From first awareness of being in the world, it seemed to him, his desire had been to move among horses, watch them canter, walk, run; talk to them, talk about them, and about chariots and drivers all the god’s day and into starlight. He wanted to tend them, feed them, help them into life, train them to harness, reins, whip, chariot, noise of crowd. And then—by Jad’s grace, and in honour of Heladikos, the god’s gallant son who died in his chariot bringing fire to men—stand in his own quadriga behind four of them, leaning far forward over their tails, reins wrapped about his body lest they slip through sweaty fingers, knife in belt for a desperate cutting free if he fell, and urge them on to speeds and a taut grace in the turnings that no other man could even imagine.

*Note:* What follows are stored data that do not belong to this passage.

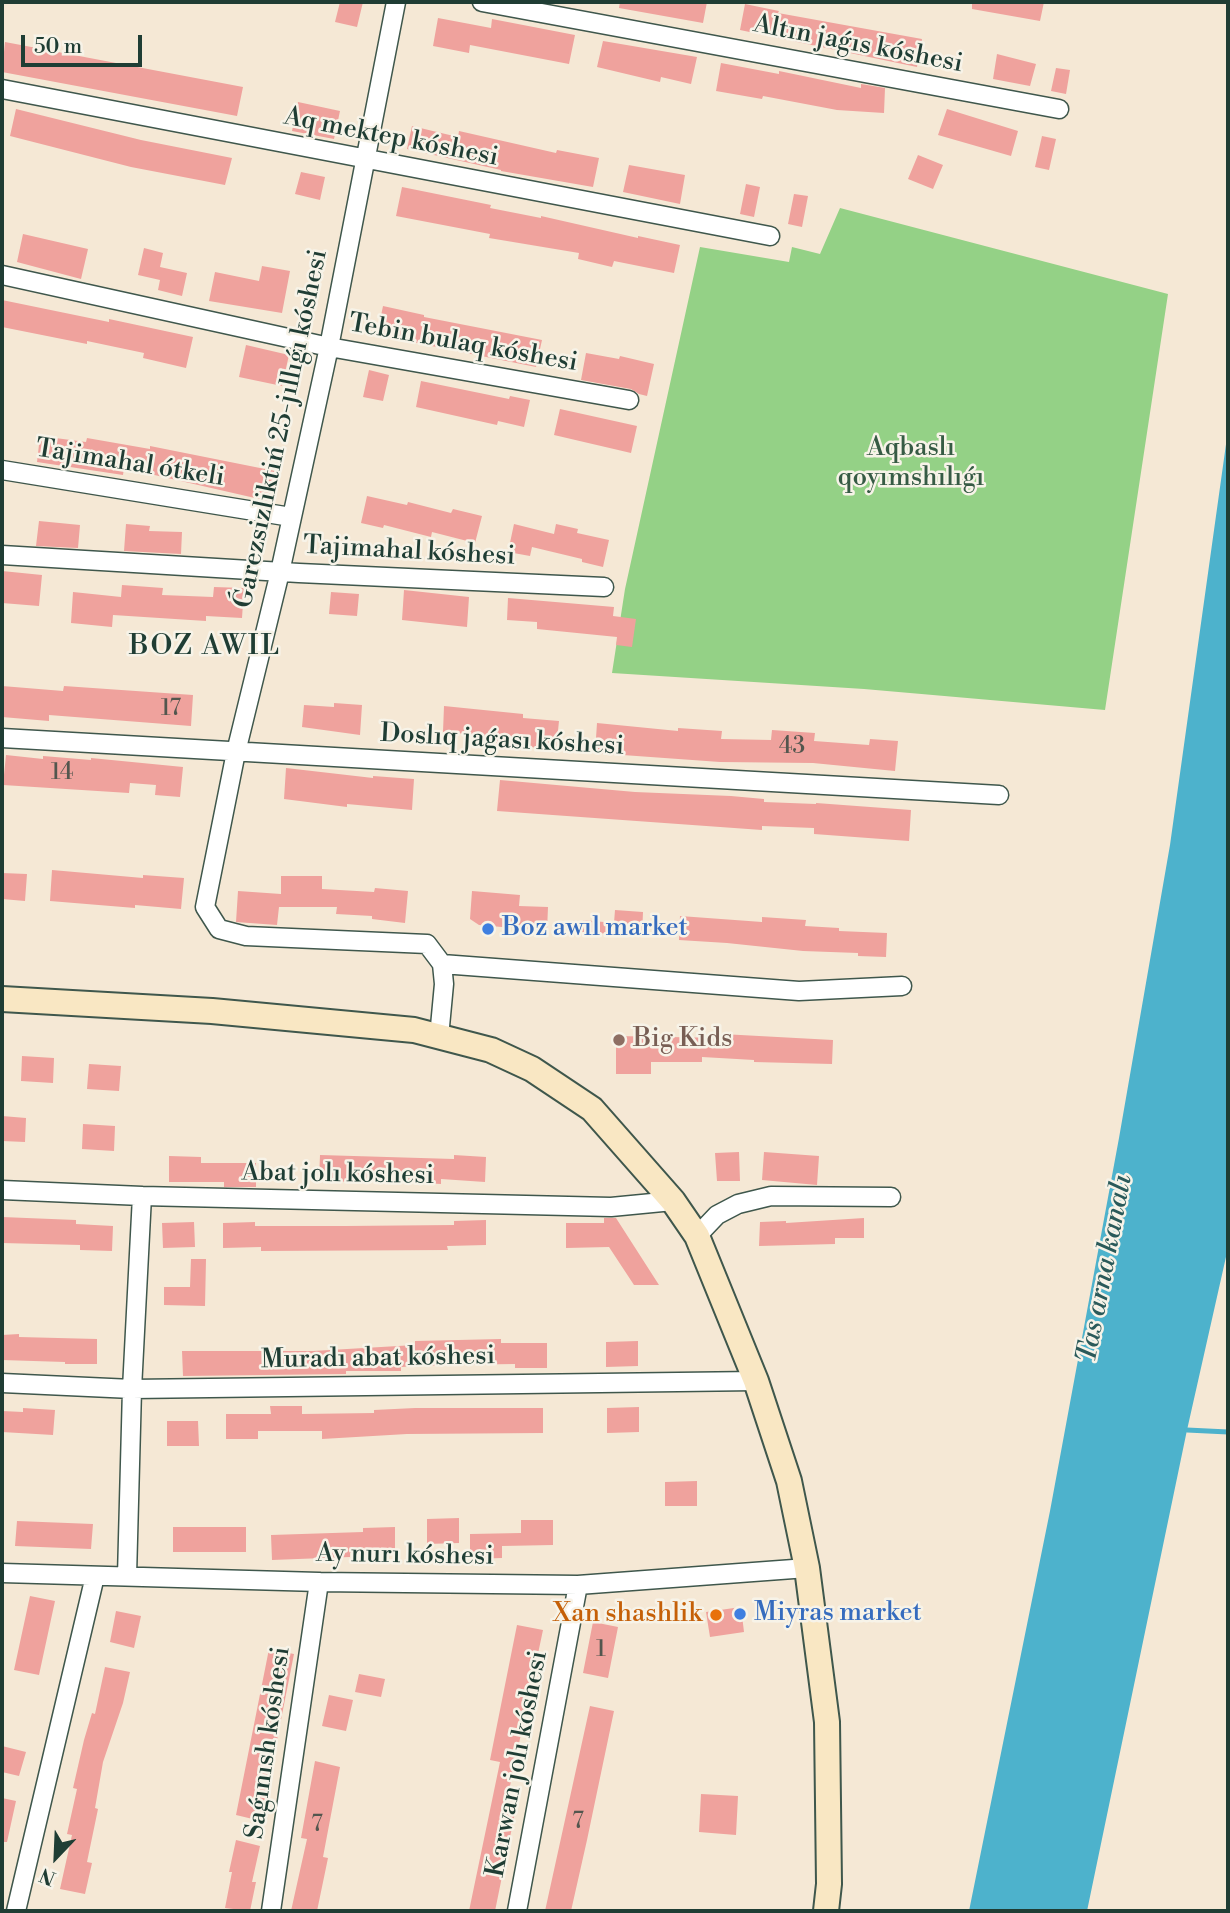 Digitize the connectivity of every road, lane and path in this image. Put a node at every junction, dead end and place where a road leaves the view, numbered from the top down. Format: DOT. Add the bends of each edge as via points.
graph roads {
  1 [pos="396,2"];
  2 [pos="482,2"];
  3 [pos="2,89"];
  4 [pos="1059,109"];
  5 [pos="365,159"];
  6 [pos="770,236"];
  7 [pos="2,275"];
  8 [pos="330,347"];
  9 [pos="629,400"];
  10 [pos="2,470"];
  11 [pos="291,517"];
  12 [pos="2,555"];
  13 [pos="280,572"];
  14 [pos="604,587"];
  15 [pos="2,738"];
  16 [pos="236,752"];
  17 [pos="999,795"];
  18 [pos="442,964"];
  19 [pos="902,986"];
  20 [pos="2,999"];
  21 [pos="439,1037"];
  22 [pos="2,1190"];
  23 [pos="142,1196"];
  24 [pos="891,1197"];
  25 [pos="673,1201"];
  26 [pos="697,1236"];
  27 [pos="756,1381"];
  28 [pos="2,1382"];
  29 [pos="132,1388"];
  30 [pos="807,1568"];
  31 [pos="2,1573"];
  32 [pos="94,1576"];
  33 [pos="127,1576"];
  34 [pos="319,1582"];
  35 [pos="578,1585"];
  36 [pos="16,1911"];
  37 [pos="271,1911"];
  38 [pos="517,1911"];
  39 [pos="827,1911"];
  1 -- 5 [label="street, Ǵarezsizliktiń 25-jıllıǵı kóshesi"];
  2 -- 4 [label="street, Altın jaǵıs kóshesi"];
  3 -- 5 [label="street, Aq mektep kóshesi"];
  5 -- 6 [label="street, Aq mektep kóshesi"];
  5 -- 8 [label="street, Ǵarezsizliktiń 25-jıllıǵı kóshesi"];
  7 -- 8 [label="street, Tebin bulaq kóshesi"];
  8 -- 9 [label="street, Tebin bulaq kóshesi"];
  8 -- 11 [label="street, Ǵarezsizliktiń 25-jıllıǵı kóshesi"];
  10 -- 11 [label="street, Tajimahal ótkeli"];
  11 -- 13 [label="street, Ǵarezsizliktiń 25-jıllıǵı kóshesi"];
  12 -- 13 [label="street, Tajimahal kóshesi"];
  13 -- 14 [label="street, Tajimahal kóshesi"];
  13 -- 16 [label="street, Ǵarezsizliktiń 25-jıllıǵı kóshesi"];
  15 -- 16 [label="street, Doslıq jaǵası kóshesi"];
  16 -- 17 [label="street, Doslıq jaǵası kóshesi"];
  16 -- 18 [label="street, Ǵarezsizliktiń 25-jıllıǵı kóshesi" via="205,907 219,929 246,936 427,944"];
  18 -- 19 [label="street" via="799,991"];
  18 -- 21 [label="street"];
  20 -- 21 [label="main road" via="212,1011"];
  21 -- 25 [label="main road" via="491,1050 532,1069 592,1110"];
  22 -- 23 [label="street, Abat jolı kóshesi"];
  23 -- 25 [label="street, Abat jolı kóshesi" via="611,1208"];
  23 -- 29 [label="street"];
  24 -- 26 [label="street" via="771,1196 717,1215"];
  25 -- 26 [label="main road"];
  26 -- 27 [label="main road"];
  27 -- 29 [label="street, Muradı abat kóshesi"];
  27 -- 30 [label="main road" via="789,1481"];
  28 -- 29 [label="street, Muradı abat kóshesi"];
  29 -- 33 [label="street"];
  30 -- 35 [label="street, Ay nurı kóshesi"];
  30 -- 39 [label="main road" via="827,1722"];
  31 -- 32 [label="street, Ay nurı kóshesi"];
  32 -- 33 [label="street, Ay nurı kóshesi"];
  32 -- 36 [label="street"];
  33 -- 34 [label="street, Ay nurı kóshesi"];
  34 -- 35 [label="street, Ay nurı kóshesi"];
  34 -- 37 [label="street, Saǵınısh kóshesi"];
  35 -- 38 [label="street, Karwan jolı kóshesi"];
}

But hippodromes and chariots were in the wider world and of the world, and nothing in the Sarantine Empire—not even worship of the god—was clean and uncomplicated. It had even become dangerous here in the City to speak too easily of Heladikos. Some years ago the High Patriarch in what remained of ruined Rhodias and the Eastern Patriarch here in Sarantium had issued a rare joint Pronouncement that Holyjad, the god in the Sun and behind the Sun, had no born children, mortal or otherwise—that all men were, in spirit, the sons of the god. That Jad’s essence was above and beyond propagation. That to worship, or even hon­our the idea of a begotten son was paganism, assailing the pure divinity of the god.